O chefe das Forças Armadas, general Luis Trigo, disse à imprensa boliviana nesta segunda-feira que os governadores das regiões que realizam manifestações devem "dialogar" com o governo.
"Pedimos o diálogo e que se evitem enfrentamentos", afirmou. "Temos que proteger áreas vitais do país, como a infra-estrutura, os recursos energéticos. Por isso, pedimos cabeça fria para negociar. E vamos evitar os enfrentamentos porque o pior seria que ocorressem mortes", afirmou Trigo.
Reforma no governo
Em meio à crise, Morales empossou nesta segunda-feira cinco ministros, realizando um ajuste no gabinete. Ingressaram no governo: o novo ministro da Saúde, Ramiro Tapia, que assumiu a pasta de Wálter Selum e o ministro de Hidrocarbonetos Saúl Avalos, que substituiu Carlos Villegas, que passou ao ministério do Planejamento.
Martín Alipaz-11.ago.2008/Efe |
O presidente boliviano, Evo Morales, obteve no referendo o apoio de 67,43% da população para continuar em seu cargo |
Carlos Romero assumiu como ministro do Desenvolvimento Rural e Agropecuário no lugar de Susana Rivero, que passou ao ministério da Microempresa. A dança das cadeiras no ministério de Morales --especialmente na área de hidrocarbonetos-- surpreendeu políticos e analistas. Foi a terceira reforma ministerial do atual governo em dois anos e meio de gestão, desde a posse em janeiro de 2006.
Na pasta de Hidrocarbonetos, Villegas era visto como "moderado" por interlocutores de países vizinhos. Ávalos ficou mais conhecido durante a Assembléia Constituinte, da qual foi integrante e defensor das propostas do governo.

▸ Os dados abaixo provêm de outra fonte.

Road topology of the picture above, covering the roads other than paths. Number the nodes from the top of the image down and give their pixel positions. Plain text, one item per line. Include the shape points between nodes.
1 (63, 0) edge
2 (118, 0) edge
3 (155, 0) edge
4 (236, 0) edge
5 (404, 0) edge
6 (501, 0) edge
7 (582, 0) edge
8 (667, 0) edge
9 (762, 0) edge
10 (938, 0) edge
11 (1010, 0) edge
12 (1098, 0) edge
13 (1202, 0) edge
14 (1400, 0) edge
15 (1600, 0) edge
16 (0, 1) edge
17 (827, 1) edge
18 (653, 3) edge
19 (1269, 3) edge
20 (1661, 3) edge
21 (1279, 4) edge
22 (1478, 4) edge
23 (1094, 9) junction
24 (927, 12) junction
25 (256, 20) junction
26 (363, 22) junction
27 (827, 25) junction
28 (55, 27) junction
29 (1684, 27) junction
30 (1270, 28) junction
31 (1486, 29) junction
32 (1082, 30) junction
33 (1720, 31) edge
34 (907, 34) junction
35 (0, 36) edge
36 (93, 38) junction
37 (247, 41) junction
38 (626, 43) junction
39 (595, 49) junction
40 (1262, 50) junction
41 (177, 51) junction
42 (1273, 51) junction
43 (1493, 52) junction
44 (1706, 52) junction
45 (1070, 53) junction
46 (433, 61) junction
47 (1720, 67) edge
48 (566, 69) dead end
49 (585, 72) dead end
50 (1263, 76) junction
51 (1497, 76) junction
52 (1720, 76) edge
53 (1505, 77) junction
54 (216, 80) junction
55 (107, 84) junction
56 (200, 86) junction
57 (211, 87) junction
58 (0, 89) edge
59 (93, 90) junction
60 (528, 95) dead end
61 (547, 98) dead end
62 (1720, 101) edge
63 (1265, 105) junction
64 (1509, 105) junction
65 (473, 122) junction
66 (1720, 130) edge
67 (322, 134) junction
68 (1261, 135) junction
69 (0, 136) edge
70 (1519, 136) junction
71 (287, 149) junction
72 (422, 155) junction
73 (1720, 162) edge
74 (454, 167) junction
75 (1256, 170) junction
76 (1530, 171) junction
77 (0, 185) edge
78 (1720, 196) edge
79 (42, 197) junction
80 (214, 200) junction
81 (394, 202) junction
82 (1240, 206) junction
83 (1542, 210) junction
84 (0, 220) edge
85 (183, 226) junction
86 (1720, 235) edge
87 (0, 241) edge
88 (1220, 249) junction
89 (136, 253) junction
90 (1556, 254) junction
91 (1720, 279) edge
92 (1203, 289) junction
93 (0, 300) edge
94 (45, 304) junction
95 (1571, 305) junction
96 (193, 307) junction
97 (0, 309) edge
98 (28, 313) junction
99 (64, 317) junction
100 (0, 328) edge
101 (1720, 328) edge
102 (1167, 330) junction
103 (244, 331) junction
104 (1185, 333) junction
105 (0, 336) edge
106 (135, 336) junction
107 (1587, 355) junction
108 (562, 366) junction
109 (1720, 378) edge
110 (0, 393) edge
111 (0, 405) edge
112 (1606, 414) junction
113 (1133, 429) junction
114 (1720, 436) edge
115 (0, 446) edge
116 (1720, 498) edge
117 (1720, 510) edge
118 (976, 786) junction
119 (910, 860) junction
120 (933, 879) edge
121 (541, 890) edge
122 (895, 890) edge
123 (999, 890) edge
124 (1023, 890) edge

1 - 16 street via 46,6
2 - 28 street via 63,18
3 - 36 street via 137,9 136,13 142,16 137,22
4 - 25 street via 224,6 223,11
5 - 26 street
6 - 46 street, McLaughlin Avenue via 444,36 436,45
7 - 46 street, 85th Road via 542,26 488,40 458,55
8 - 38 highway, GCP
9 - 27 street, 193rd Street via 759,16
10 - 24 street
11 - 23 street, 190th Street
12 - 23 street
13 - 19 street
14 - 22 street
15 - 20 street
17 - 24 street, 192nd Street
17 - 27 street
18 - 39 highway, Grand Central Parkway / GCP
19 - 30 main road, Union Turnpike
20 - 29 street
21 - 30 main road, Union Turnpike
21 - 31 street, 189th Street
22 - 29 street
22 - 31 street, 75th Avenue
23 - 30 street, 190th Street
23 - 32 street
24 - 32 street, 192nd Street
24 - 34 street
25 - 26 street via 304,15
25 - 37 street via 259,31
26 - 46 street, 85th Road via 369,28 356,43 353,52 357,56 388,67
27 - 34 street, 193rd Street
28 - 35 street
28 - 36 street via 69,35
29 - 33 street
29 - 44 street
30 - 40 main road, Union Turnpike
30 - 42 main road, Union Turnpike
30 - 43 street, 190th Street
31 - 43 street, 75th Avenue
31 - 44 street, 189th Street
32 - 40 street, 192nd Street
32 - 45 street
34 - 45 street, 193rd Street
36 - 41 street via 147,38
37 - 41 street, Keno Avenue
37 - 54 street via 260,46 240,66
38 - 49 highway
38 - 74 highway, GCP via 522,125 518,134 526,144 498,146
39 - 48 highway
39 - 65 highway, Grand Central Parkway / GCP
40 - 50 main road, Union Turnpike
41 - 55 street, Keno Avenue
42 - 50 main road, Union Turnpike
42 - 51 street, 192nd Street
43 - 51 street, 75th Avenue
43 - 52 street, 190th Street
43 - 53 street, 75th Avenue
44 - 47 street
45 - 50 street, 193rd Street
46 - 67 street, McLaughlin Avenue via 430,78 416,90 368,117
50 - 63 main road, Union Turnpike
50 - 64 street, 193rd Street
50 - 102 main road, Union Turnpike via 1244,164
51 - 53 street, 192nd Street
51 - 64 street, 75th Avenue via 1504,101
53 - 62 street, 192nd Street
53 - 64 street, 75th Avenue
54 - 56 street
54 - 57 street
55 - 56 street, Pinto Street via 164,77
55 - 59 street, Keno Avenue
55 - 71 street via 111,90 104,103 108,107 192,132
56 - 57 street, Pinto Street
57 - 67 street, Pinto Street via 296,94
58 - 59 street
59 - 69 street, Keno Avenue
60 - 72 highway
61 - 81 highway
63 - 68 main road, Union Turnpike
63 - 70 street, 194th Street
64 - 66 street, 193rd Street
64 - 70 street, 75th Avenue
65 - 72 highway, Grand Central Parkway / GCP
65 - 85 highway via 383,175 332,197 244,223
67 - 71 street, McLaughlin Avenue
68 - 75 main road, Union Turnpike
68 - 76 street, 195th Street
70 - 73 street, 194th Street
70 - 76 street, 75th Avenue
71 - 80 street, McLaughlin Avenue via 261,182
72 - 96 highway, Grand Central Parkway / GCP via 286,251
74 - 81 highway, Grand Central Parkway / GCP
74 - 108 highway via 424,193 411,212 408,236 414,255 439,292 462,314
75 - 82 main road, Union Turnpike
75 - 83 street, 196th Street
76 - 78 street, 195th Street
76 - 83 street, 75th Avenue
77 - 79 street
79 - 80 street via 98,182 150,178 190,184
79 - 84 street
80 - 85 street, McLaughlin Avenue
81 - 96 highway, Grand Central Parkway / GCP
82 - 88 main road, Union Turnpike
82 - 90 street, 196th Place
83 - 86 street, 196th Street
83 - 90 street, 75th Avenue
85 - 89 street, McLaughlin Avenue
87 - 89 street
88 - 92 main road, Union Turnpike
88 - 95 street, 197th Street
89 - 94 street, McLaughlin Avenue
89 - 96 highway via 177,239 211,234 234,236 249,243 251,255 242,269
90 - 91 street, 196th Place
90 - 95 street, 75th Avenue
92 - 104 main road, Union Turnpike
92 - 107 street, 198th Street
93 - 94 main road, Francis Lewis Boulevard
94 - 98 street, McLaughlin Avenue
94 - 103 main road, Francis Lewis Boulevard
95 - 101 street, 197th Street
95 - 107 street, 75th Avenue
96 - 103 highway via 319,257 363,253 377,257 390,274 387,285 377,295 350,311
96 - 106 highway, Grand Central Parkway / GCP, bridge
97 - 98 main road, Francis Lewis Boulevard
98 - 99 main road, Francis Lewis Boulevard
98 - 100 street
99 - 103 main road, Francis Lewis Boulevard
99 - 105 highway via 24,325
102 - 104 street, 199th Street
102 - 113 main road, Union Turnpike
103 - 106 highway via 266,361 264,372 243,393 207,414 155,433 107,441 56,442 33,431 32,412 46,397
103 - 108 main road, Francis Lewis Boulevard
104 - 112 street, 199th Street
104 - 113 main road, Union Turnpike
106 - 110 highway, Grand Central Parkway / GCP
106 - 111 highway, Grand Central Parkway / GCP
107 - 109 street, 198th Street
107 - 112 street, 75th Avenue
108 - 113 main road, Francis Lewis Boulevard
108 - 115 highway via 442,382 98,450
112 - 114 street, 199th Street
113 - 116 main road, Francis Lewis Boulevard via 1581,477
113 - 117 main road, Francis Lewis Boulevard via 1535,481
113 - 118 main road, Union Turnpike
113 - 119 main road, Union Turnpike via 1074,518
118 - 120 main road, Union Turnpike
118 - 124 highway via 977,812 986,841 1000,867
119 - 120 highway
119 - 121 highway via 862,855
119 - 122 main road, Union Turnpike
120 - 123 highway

Em maio passado, ele foi designado pela administração central como "interventor" --equivalente a diretor, indicado pelo presidente-- da CLHB (Companhia Logística de Hidrocarbonetos da Bolívia). A empresa foi nacionalizada e controla quase vinte locais de armazenagem de combustíveis, além de oleodutos, que abastecem o mercado boliviano.